WHAT YOU SHOULD DO: The data beneath this task has to be reprinted character for character.

[Stored data entries]

=====

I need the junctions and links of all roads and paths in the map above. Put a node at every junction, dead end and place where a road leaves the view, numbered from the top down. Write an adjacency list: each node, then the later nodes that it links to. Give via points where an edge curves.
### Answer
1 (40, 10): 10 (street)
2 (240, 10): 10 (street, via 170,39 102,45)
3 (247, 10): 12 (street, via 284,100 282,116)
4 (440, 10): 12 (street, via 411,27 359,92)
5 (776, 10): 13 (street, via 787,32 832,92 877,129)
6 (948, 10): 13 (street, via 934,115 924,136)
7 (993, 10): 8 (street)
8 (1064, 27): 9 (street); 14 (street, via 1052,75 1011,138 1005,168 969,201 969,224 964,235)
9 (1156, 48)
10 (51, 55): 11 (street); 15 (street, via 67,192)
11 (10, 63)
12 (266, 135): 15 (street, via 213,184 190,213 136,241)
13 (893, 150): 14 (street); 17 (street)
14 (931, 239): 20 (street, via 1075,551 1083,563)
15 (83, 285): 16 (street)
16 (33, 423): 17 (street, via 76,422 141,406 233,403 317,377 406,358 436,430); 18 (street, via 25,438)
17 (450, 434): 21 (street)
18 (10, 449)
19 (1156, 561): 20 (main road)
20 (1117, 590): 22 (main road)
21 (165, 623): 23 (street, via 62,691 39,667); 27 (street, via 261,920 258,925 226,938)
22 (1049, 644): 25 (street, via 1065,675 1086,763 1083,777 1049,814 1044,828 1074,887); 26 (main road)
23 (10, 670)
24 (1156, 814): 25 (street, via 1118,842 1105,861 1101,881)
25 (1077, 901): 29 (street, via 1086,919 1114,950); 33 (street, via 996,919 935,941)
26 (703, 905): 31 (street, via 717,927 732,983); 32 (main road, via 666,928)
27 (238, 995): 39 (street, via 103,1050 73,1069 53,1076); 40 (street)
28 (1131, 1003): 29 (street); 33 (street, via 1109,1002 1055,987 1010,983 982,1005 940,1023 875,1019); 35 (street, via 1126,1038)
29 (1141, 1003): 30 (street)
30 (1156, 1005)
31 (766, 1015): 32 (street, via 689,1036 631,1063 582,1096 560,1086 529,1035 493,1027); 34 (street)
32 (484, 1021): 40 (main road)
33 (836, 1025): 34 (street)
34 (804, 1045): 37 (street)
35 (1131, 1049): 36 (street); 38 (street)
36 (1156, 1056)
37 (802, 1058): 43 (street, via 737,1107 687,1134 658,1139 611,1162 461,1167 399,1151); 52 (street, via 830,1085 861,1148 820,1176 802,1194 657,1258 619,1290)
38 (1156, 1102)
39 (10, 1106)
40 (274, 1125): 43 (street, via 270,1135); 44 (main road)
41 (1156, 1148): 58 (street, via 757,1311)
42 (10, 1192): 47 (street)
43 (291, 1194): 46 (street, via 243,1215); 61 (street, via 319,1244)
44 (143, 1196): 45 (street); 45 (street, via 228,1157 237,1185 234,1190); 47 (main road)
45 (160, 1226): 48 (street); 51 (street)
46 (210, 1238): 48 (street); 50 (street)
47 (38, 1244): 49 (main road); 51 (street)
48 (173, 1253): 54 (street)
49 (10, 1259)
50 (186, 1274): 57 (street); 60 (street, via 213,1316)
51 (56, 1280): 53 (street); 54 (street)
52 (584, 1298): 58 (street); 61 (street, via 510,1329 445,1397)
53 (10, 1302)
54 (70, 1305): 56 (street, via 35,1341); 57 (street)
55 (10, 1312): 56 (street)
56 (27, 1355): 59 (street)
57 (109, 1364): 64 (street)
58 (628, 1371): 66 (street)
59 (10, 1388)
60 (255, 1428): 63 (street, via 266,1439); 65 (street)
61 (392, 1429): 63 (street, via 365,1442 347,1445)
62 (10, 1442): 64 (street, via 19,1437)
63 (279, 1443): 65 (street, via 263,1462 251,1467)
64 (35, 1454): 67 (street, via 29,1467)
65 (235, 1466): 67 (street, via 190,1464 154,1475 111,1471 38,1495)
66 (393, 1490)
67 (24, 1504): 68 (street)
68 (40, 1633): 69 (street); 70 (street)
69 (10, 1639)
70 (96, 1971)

=====

RESULT BELOW:
I need the junctions and links of all roads and paths in the map above. Put a node at every junction, dead end and place where a road leaves the view, numbered from the top down. Write an adjacency list: each node, then the later nodes that it links to. Give via points where an edge curves.
### Answer
1 (40, 10): 10 (street)
2 (240, 10): 10 (street, via 170,39 102,45)
3 (247, 10): 12 (street, via 284,100 282,116)
4 (440, 10): 12 (street, via 411,27 359,92)
5 (776, 10): 13 (street, via 787,32 832,92 877,129)
6 (948, 10): 13 (street, via 934,115 924,136)
7 (993, 10): 8 (street)
8 (1064, 27): 9 (street); 14 (street, via 1052,75 1011,138 1005,168 969,201 969,224 964,235)
9 (1156, 48)
10 (51, 55): 11 (street); 15 (street, via 67,192)
11 (10, 63)
12 (266, 135): 15 (street, via 213,184 190,213 136,241)
13 (893, 150): 14 (street); 17 (street)
14 (931, 239): 20 (street, via 1075,551 1083,563)
15 (83, 285): 16 (street)
16 (33, 423): 17 (street, via 76,422 141,406 233,403 317,377 406,358 436,430); 18 (street, via 25,438)
17 (450, 434): 21 (street)
18 (10, 449)
19 (1156, 561): 20 (main road)
20 (1117, 590): 22 (main road)
21 (165, 623): 23 (street, via 62,691 39,667); 27 (street, via 261,920 258,925 226,938)
22 (1049, 644): 25 (street, via 1065,675 1086,763 1083,777 1049,814 1044,828 1074,887); 26 (main road)
23 (10, 670)
24 (1156, 814): 25 (street, via 1118,842 1105,861 1101,881)
25 (1077, 901): 29 (street, via 1086,919 1114,950); 33 (street, via 996,919 935,941)
26 (703, 905): 31 (street, via 717,927 732,983); 32 (main road, via 666,928)
27 (238, 995): 39 (street, via 103,1050 73,1069 53,1076); 40 (street)
28 (1131, 1003): 29 (street); 33 (street, via 1109,1002 1055,987 1010,983 982,1005 940,1023 875,1019); 35 (street, via 1126,1038)
29 (1141, 1003): 30 (street)
30 (1156, 1005)
31 (766, 1015): 32 (street, via 689,1036 631,1063 582,1096 560,1086 529,1035 493,1027); 34 (street)
32 (484, 1021): 40 (main road)
33 (836, 1025): 34 (street)
34 (804, 1045): 37 (street)
35 (1131, 1049): 36 (street); 38 (street)
36 (1156, 1056)
37 (802, 1058): 43 (street, via 737,1107 687,1134 658,1139 611,1162 461,1167 399,1151); 52 (street, via 830,1085 861,1148 820,1176 802,1194 657,1258 619,1290)
38 (1156, 1102)
39 (10, 1106)
40 (274, 1125): 43 (street, via 270,1135); 44 (main road)
41 (1156, 1148): 58 (street, via 757,1311)
42 (10, 1192): 47 (street)
43 (291, 1194): 46 (street, via 243,1215); 61 (street, via 319,1244)
44 (143, 1196): 45 (street); 45 (street, via 228,1157 237,1185 234,1190); 47 (main road)
45 (160, 1226): 48 (street); 51 (street)
46 (210, 1238): 48 (street); 50 (street)
47 (38, 1244): 49 (main road); 51 (street)
48 (173, 1253): 54 (street)
49 (10, 1259)
50 (186, 1274): 57 (street); 60 (street, via 213,1316)
51 (56, 1280): 53 (street); 54 (street)
52 (584, 1298): 58 (street); 61 (street, via 510,1329 445,1397)
53 (10, 1302)
54 (70, 1305): 56 (street, via 35,1341); 57 (street)
55 (10, 1312): 56 (street)
56 (27, 1355): 59 (street)
57 (109, 1364): 64 (street)
58 (628, 1371): 66 (street)
59 (10, 1388)
60 (255, 1428): 63 (street, via 266,1439); 65 (street)
61 (392, 1429): 63 (street, via 365,1442 347,1445)
62 (10, 1442): 64 (street, via 19,1437)
63 (279, 1443): 65 (street, via 263,1462 251,1467)
64 (35, 1454): 67 (street, via 29,1467)
65 (235, 1466): 67 (street, via 190,1464 154,1475 111,1471 38,1495)
66 (393, 1490)
67 (24, 1504): 68 (street)
68 (40, 1633): 69 (street); 70 (street)
69 (10, 1639)
70 (96, 1971)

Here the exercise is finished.